Des agriculteurs de Jebsheim (Haut-Rhin) souhaitent se retirer de la convention de protection du grand hamster. Après le dernier comptage, qui révélait la présence de trois spécimens, ils estiment que le programme a échoué. Un arrêté préfectoral pourrait leur imposer une zone prioritaire pour la biodiversité.
À Jebsheim, malgré les mesures de protection, les grands hamsters se font rares. Le dernier comptage, remontant au printemps, n'en dénombrait que trois. Dans le Haut-Rhin, la population a été décimée alors qu'ils étaient environ 4000 en 1979.

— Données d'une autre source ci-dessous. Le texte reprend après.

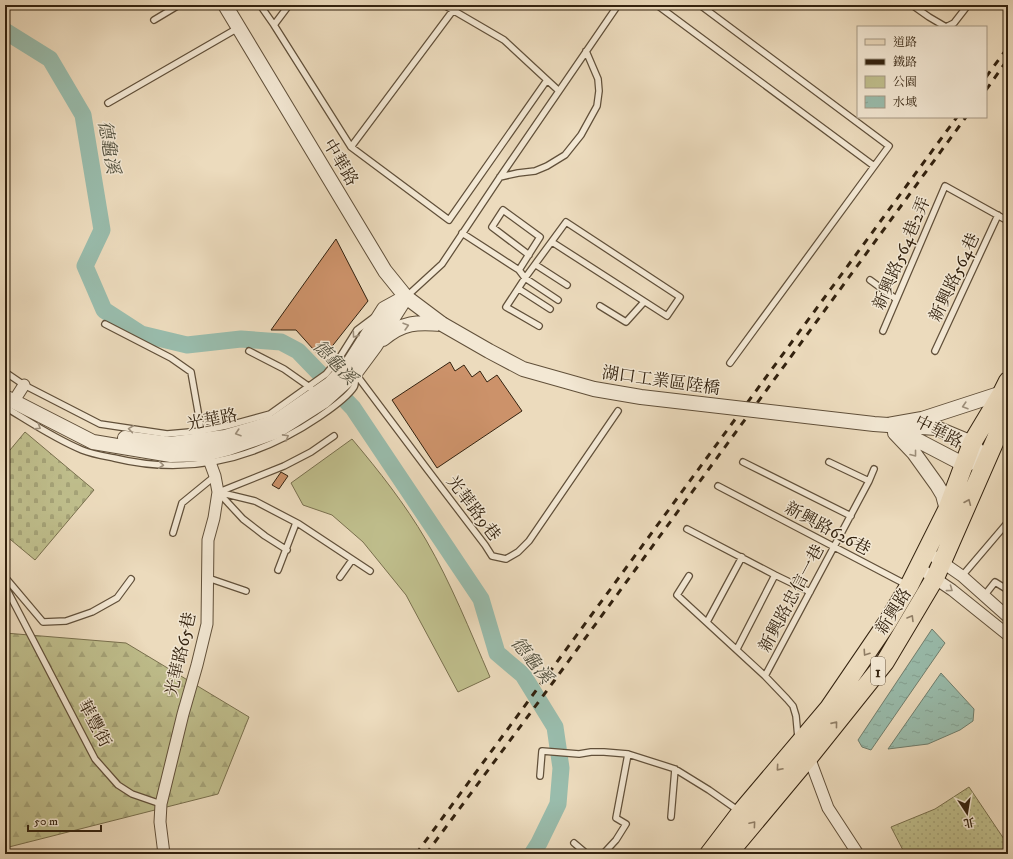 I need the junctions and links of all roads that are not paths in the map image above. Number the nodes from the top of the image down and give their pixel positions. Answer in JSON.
{"nodes":[{"id":1,"x":179,"y":5,"type":"edge"},
{"id":2,"x":224,"y":5,"type":"edge"},
{"id":3,"x":260,"y":5,"type":"edge"},
{"id":4,"x":289,"y":5,"type":"edge"},
{"id":5,"x":444,"y":5,"type":"edge"},
{"id":6,"x":457,"y":5,"type":"edge"},
{"id":7,"x":618,"y":5,"type":"edge"},
{"id":8,"x":657,"y":5,"type":"edge"},
{"id":9,"x":700,"y":5,"type":"edge"},
{"id":10,"x":912,"y":5,"type":"edge"},
{"id":11,"x":968,"y":5,"type":"edge"},
{"id":12,"x":453,"y":11,"type":"junction"},
{"id":13,"x":154,"y":20,"type":"dead end"},
{"id":14,"x":274,"y":25,"type":"junction"},
{"id":15,"x":944,"y":26,"type":"edge"},
{"id":16,"x":948,"y":26,"type":"edge"},
{"id":17,"x":238,"y":27,"type":"junction"},
{"id":18,"x":586,"y":51,"type":"junction"},
{"id":19,"x":547,"y":80,"type":"junction"},
{"id":20,"x":559,"y":91,"type":"junction"},
{"id":21,"x":108,"y":103,"type":"dead end"},
{"id":22,"x":351,"y":147,"type":"junction"},
{"id":23,"x":874,"y":166,"type":"junction"},
{"id":24,"x":500,"y":176,"type":"junction"},
{"id":25,"x":998,"y":215,"type":"junction"},
{"id":26,"x":1008,"y":221,"type":"edge"},
{"id":27,"x":462,"y":233,"type":"junction"},
{"id":28,"x":552,"y":242,"type":"junction"},
{"id":29,"x":529,"y":255,"type":"junction"},
{"id":30,"x":536,"y":265,"type":"junction"},
{"id":31,"x":520,"y":270,"type":"junction"},
{"id":32,"x":525,"y":278,"type":"junction"},
{"id":33,"x":870,"y":280,"type":"dead end"},
{"id":34,"x":567,"y":285,"type":"dead end"},
{"id":35,"x":519,"y":289,"type":"junction"},
{"id":36,"x":406,"y":297,"type":"junction"},
{"id":37,"x":896,"y":299,"type":"junction"},
{"id":38,"x":558,"y":300,"type":"dead end"},
{"id":39,"x":644,"y":302,"type":"junction"},
{"id":40,"x":600,"y":306,"type":"dead end"},
{"id":41,"x":550,"y":309,"type":"dead end"},
{"id":42,"x":105,"y":324,"type":"dead end"},
{"id":43,"x":442,"y":324,"type":"junction"},
{"id":44,"x":539,"y":326,"type":"dead end"},
{"id":45,"x":883,"y":331,"type":"dead end"},
{"id":46,"x":375,"y":346,"type":"junction"},
{"id":47,"x":935,"y":351,"type":"dead end"},
{"id":48,"x":249,"y":352,"type":"dead end"},
{"id":49,"x":730,"y":363,"type":"dead end"},
{"id":50,"x":5,"y":372,"type":"edge"},
{"id":51,"x":355,"y":373,"type":"junction"},
{"id":52,"x":337,"y":383,"type":"junction"},
{"id":53,"x":1005,"y":387,"type":"edge"},
{"id":54,"x":13,"y":392,"type":"edge"},
{"id":55,"x":320,"y":393,"type":"junction"},
{"id":56,"x":5,"y":406,"type":"edge"},
{"id":57,"x":618,"y":411,"type":"dead end"},
{"id":58,"x":1008,"y":411,"type":"edge"},
{"id":59,"x":888,"y":425,"type":"junction"},
{"id":60,"x":202,"y":435,"type":"junction"},
{"id":61,"x":334,"y":436,"type":"dead end"},
{"id":62,"x":972,"y":443,"type":"junction"},
{"id":63,"x":208,"y":458,"type":"junction"},
{"id":64,"x":986,"y":461,"type":"junction"},
{"id":65,"x":743,"y":462,"type":"dead end"},
{"id":66,"x":829,"y":462,"type":"dead end"},
{"id":67,"x":963,"y":464,"type":"junction"},
{"id":68,"x":874,"y":470,"type":"dead end"},
{"id":69,"x":215,"y":476,"type":"junction"},
{"id":70,"x":870,"y":481,"type":"junction"},
{"id":71,"x":718,"y":486,"type":"dead end"},
{"id":72,"x":218,"y":492,"type":"junction"},
{"id":73,"x":947,"y":510,"type":"junction"},
{"id":74,"x":851,"y":516,"type":"junction"},
{"id":75,"x":1008,"y":522,"type":"edge"},
{"id":76,"x":296,"y":523,"type":"junction"},
{"id":77,"x":687,"y":529,"type":"dead end"},
{"id":78,"x":173,"y":533,"type":"dead end"},
{"id":79,"x":834,"y":547,"type":"junction"},
{"id":80,"x":287,"y":550,"type":"junction"},
{"id":81,"x":926,"y":551,"type":"junction"},
{"id":82,"x":742,"y":557,"type":"junction"},
{"id":83,"x":352,"y":560,"type":"junction"},
{"id":84,"x":943,"y":562,"type":"junction"},
{"id":85,"x":918,"y":567,"type":"junction"},
{"id":86,"x":278,"y":570,"type":"dead end"},
{"id":87,"x":370,"y":571,"type":"dead end"},
{"id":88,"x":775,"y":575,"type":"junction"},
{"id":89,"x":689,"y":576,"type":"dead end"},
{"id":90,"x":962,"y":576,"type":"junction"},
{"id":91,"x":5,"y":577,"type":"edge"},
{"id":92,"x":208,"y":578,"type":"junction"},
{"id":93,"x":340,"y":578,"type":"dead end"},
{"id":94,"x":935,"y":578,"type":"junction"},
{"id":95,"x":131,"y":579,"type":"dead end"},
{"id":96,"x":5,"y":586,"type":"edge"},
{"id":97,"x":1008,"y":590,"type":"edge"},
{"id":98,"x":246,"y":591,"type":"dead end"},
{"id":99,"x":917,"y":591,"type":"junction"},
{"id":100,"x":810,"y":592,"type":"junction"},
{"id":101,"x":984,"y":596,"type":"junction"},
{"id":102,"x":1008,"y":617,"type":"edge"},
{"id":103,"x":707,"y":622,"type":"junction"},
{"id":104,"x":1008,"y":635,"type":"edge"},
{"id":105,"x":736,"y":650,"type":"junction"},
{"id":106,"x":765,"y":676,"type":"junction"},
{"id":107,"x":804,"y":751,"type":"junction"},
{"id":108,"x":628,"y":754,"type":"junction"},
{"id":109,"x":675,"y":769,"type":"junction"},
{"id":110,"x":540,"y":776,"type":"dead end"},
{"id":111,"x":161,"y":804,"type":"junction"},
{"id":112,"x":740,"y":812,"type":"junction"},
{"id":113,"x":671,"y":817,"type":"dead end"},
{"id":114,"x":574,"y":844,"type":"dead end"},
{"id":115,"x":164,"y":854,"type":"edge"},
{"id":116,"x":587,"y":854,"type":"edge"},
{"id":117,"x":603,"y":854,"type":"edge"},
{"id":118,"x":708,"y":854,"type":"edge"},
{"id":119,"x":728,"y":854,"type":"edge"},
{"id":120,"x":858,"y":854,"type":"edge"}],
"edges":[{"from":1,"to":13,"type":"lane"},
{"from":2,"to":17,"type":"street","name":"中華路"},
{"from":3,"to":14,"type":"lane"},
{"from":4,"to":14,"type":"lane"},
{"from":5,"to":12,"type":"lane"},
{"from":6,"to":12,"type":"lane"},
{"from":7,"to":18,"type":"lane"},
{"from":8,"to":23,"type":"lane"},
{"from":9,"to":23,"type":"lane"},
{"from":10,"to":15,"type":"lane"},
{"from":11,"to":16,"type":"lane"},
{"from":12,"to":19,"type":"lane"},
{"from":12,"to":22,"type":"lane"},
{"from":14,"to":22,"type":"lane"},
{"from":17,"to":21,"type":"lane"},
{"from":17,"to":36,"type":"street","name":"中華路"},
{"from":18,"to":20,"type":"lane"},
{"from":18,"to":24,"type":"lane"},
{"from":19,"to":20,"type":"lane"},
{"from":19,"to":22,"type":"lane"},
{"from":20,"to":24,"type":"lane"},
{"from":23,"to":49,"type":"lane"},
{"from":24,"to":27,"type":"lane"},
{"from":25,"to":26,"type":"lane"},
{"from":25,"to":37,"type":"lane","name":"新興路564巷2弄"},
{"from":25,"to":47,"type":"lane","name":"新興路564巷"},
{"from":27,"to":31,"type":"lane"},
{"from":27,"to":36,"type":"lane"},
{"from":28,"to":30,"type":"lane"},
{"from":28,"to":39,"type":"lane"},
{"from":28,"to":39,"type":"lane"},
{"from":29,"to":29,"type":"lane"},
{"from":29,"to":31,"type":"lane"},
{"from":30,"to":32,"type":"lane"},
{"from":30,"to":34,"type":"lane"},
{"from":31,"to":32,"type":"lane"},
{"from":32,"to":35,"type":"lane"},
{"from":32,"to":38,"type":"lane"},
{"from":33,"to":37,"type":"lane"},
{"from":35,"to":41,"type":"lane"},
{"from":35,"to":44,"type":"lane"},
{"from":36,"to":43,"type":"street","name":"中華路"},
{"from":36,"to":46,"type":"street","name":"光華路"},
{"from":36,"to":52,"type":"street","name":"光華路","one_way":true},
{"from":37,"to":45,"type":"lane","name":"新興路564巷2弄"},
{"from":39,"to":40,"type":"lane"},
{"from":42,"to":60,"type":"lane"},
{"from":46,"to":43,"type":"street","one_way":true},
{"from":43,"to":59,"type":"street","name":"湖口工業區陸橋","bridge":true},
{"from":46,"to":51,"type":"street","name":"光華路"},
{"from":48,"to":55,"type":"lane"},
{"from":50,"to":54,"type":"lane","name":"光華路"},
{"from":51,"to":52,"type":"street","name":"光華路"},
{"from":51,"to":57,"type":"lane","name":"光華路9巷"},
{"from":52,"to":55,"type":"street","name":"光華路"},
{"from":52,"to":55,"type":"lane","name":"光華路"},
{"from":53,"to":59,"type":"street","one_way":true},
{"from":53,"to":62,"type":"main road","name":"新興路","number":"1"},
{"from":60,"to":54,"type":"street","name":"光華路","one_way":true},
{"from":54,"to":63,"type":"street","name":"光華路"},
{"from":55,"to":60,"type":"street","name":"光華路","one_way":true},
{"from":63,"to":55,"type":"street","name":"光華路","one_way":true},
{"from":56,"to":63,"type":"lane","name":"光華路","one_way":true},
{"from":58,"to":64,"type":"main road","name":"新興路","number":"1"},
{"from":59,"to":62,"type":"street","name":"中華路"},
{"from":59,"to":67,"type":"street","name":"中華路"},
{"from":59,"to":73,"type":"street","one_way":true},
{"from":60,"to":63,"type":"street","name":"光華路65巷"},
{"from":61,"to":72,"type":"lane"},
{"from":62,"to":64,"type":"street","name":"中華路"},
{"from":62,"to":67,"type":"main road","name":"新興路","number":"1"},
{"from":63,"to":69,"type":"street","name":"光華路65巷"},
{"from":64,"to":67,"type":"street","name":"中華路"},
{"from":84,"to":64,"type":"main road","name":"新興路","number":"1","one_way":true},
{"from":65,"to":74,"type":"lane"},
{"from":66,"to":70,"type":"lane"},
{"from":67,"to":73,"type":"main road","name":"新興路","number":"1"},
{"from":68,"to":70,"type":"lane","name":"新興路忠信一巷"},
{"from":69,"to":72,"type":"street","name":"光華路65巷"},
{"from":69,"to":78,"type":"lane"},
{"from":70,"to":74,"type":"lane","name":"新興路忠信一巷"},
{"from":71,"to":79,"type":"lane","name":"新興路626巷"},
{"from":72,"to":76,"type":"lane"},
{"from":72,"to":80,"type":"lane"},
{"from":72,"to":92,"type":"street","name":"光華路65巷"},
{"from":73,"to":81,"type":"main road","name":"新興路","number":"1"},
{"from":74,"to":79,"type":"lane","name":"新興路忠信一巷"},
{"from":75,"to":90,"type":"lane"},
{"from":76,"to":80,"type":"lane"},
{"from":76,"to":83,"type":"lane"},
{"from":77,"to":82,"type":"lane"},
{"from":79,"to":99,"type":"lane","name":"新興路626巷"},
{"from":79,"to":100,"type":"lane","name":"新興路忠信一巷"},
{"from":80,"to":86,"type":"lane"},
{"from":81,"to":84,"type":"street"},
{"from":81,"to":85,"type":"main road","name":"新興路","number":"1"},
{"from":82,"to":88,"type":"lane"},
{"from":82,"to":103,"type":"lane"},
{"from":83,"to":87,"type":"lane"},
{"from":83,"to":93,"type":"lane"},
{"from":84,"to":90,"type":"street"},
{"from":84,"to":94,"type":"main road","name":"新興路","number":"1"},
{"from":85,"to":94,"type":"street"},
{"from":85,"to":99,"type":"main road","name":"新興路","number":"1"},
{"from":88,"to":100,"type":"lane"},
{"from":88,"to":105,"type":"lane"},
{"from":89,"to":103,"type":"lane"},
{"from":90,"to":101,"type":"street"},
{"from":91,"to":95,"type":"lane"},
{"from":92,"to":98,"type":"lane"},
{"from":92,"to":111,"type":"street","name":"光華路65巷"},
{"from":94,"to":99,"type":"main road","name":"新興路","number":"1"},
{"from":94,"to":104,"type":"street","one_way":true},
{"from":96,"to":111,"type":"lane","name":"華豐街"},
{"from":97,"to":101,"type":"lane"},
{"from":99,"to":107,"type":"main road","name":"新興路","number":"1"},
{"from":100,"to":106,"type":"lane","name":"新興路忠信一巷"},
{"from":101,"to":102,"type":"street"},
{"from":103,"to":105,"type":"lane"},
{"from":105,"to":106,"type":"lane"},
{"from":106,"to":107,"type":"lane"},
{"from":107,"to":112,"type":"main road","name":"新興路","number":"1","one_way":true},
{"from":119,"to":107,"type":"main road","name":"新興路","number":"1","one_way":true},
{"from":107,"to":120,"type":"street"},
{"from":108,"to":109,"type":"lane"},
{"from":108,"to":110,"type":"lane"},
{"from":108,"to":117,"type":"lane"},
{"from":109,"to":112,"type":"lane"},
{"from":109,"to":113,"type":"lane"},
{"from":111,"to":115,"type":"street"},
{"from":112,"to":118,"type":"main road","name":"新興路","number":"1"},
{"from":114,"to":116,"type":"lane"}]}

De quoi démotiver les agriculteurs signataires de la convention de protection du rongeur. Convention lancée en 2013, renouvelable tous les cinq ans, signée par 230 agriculteurs. Cette année, dans la commune haut-rhinoise, ils sont plusieurs à ne pas vouloir la renouveler, quitte à renoncer aux compensations.
Des résultats pas à la hauteur des investissements
D'abord parce qu'ils ont l'impression de s'être engagés pour un résultat quasi nul, ensuite parce qu'ils estiment travailler en étant insuffisamment rémunérés. Joël Henny, agriculteur et maire de Jebsheim, est partie prenante depuis dix ans dans cette démarche de réintroduction de l'animal. Aujourd'hui, il veut en sortir.
Un tiers de la surface de son exploitation est consacré à la culture du blé, surface minimale requise par la convention. Le blé est en effet une céréale favorable au hamster, comme la luzerne et l'orge. Mais, affirme l'agriculteur, "même avec les compensations, [500 euros à l'hectare], la rentabilité est insuffisante par rapport au maïs plus rémunérateur. Notre sol ici est très caillouteux, le blé a du mal à y pousser en période de sécheresse. On récolte en moyenne 70 quintaux les bonnes années, alors qu’avec le maïs, on arrive à faire 140 quintaux".
Il faut donc tout simplement arrêter la réintroduction du hamster sur Jebsheim, conclut Joël Henny. Même constat pour un autre agriculteur qui plante du blé en bio depuis plusieurs années sur une parcelle de six hectares. Ici, une dizaine de hamsters ont été réintroduits en 2013. Mais Pierre Zimmerlin a l'intention lui aussi de sortir de la convention. Trop de travail, trop de contraintes, pas assez rentable. "Aujourd’hui c’est trop compliqué. On s’est démené pour rien, vu que le hamster ne se développe plus comme il devrait. C’est une dépense énorme pour un résultat très faible".
Après la carotte, le bâton
Malgré les 15 millions d'euros injectés par l'État dans le programme de réintroduction du grand hamster en un peu plus de dix ans, à Jebsheim, on déchante. Ce n'est pas faute d'avoir mis en garde les agriculteurs, observe René Ritzenthaler, éleveur bovin et producteur laitier, sceptique depuis toujours. Méfiant, il est l'un des rares à ne pas avoir signé la convention. "On leur tendait une carotte, mais un jour, ce sera le bâton. Ce jour risque d'arriver, car on est sous la menace d’un arrêté préfectoral qui nous imposerait de cultiver des cultures non rentables".
Cet arrêté préfectoral, les Haut-Rhinois réfractaires le craignent. Il consisterait à la mise en place obligatoire d'une zone prioritaire pour la biodiversité (ZPB). "On ne préserve pas quelque chose qui n’existe pas. On en a compté trois cette année", avance René Ritzenthaler. De plus, les compensations pour les agriculteurs ne seraient pas automatiques puisque ne procédant plus d'une démarche volontaire de leur part.
Mieux rémunérer les agriculteurs
Jean-Paul Burget, président de l’association Sauvegarde faune sauvage, est à l’origine de la préservation de l’espèce dès les années 1990. Il dénonce de faux arguments de la part des agriculteurs qu'il soupçonne de vouloir planter du maïs plus rentable pour eux. "Ils se retirent parce qu'ils sont incités à faire du maïs. Or, dans le Haut-Rhin, cette culture a conduit à la disparition du hamster et de 80% de la flore et de la faune en plaine". Pour les quelques agriculteurs qui veulent maintenir le blé en faveur du hamster, il reconnaît qu'ils devraient être rémunérés correctement. Condition indispensable pour les maintenir dans la convention.
Le président de l'association a porté plainte contre l'État français qu'il accuse de ne pas avoir fait son travail. "Dans le Haut-Rhin, c'est le foutoir. L'État a laissé les grandes exploitations en monoculture de maïs se développer au détriment de la biodiversité". Un résultat d'autant plus affligeant pour ce militant de la cause du grand hamster que dans le Bas-Rhin la situation est complètement différente. Dans ce département, il a été dénombré 1155 terriers pour une population d'environ 4000 individus.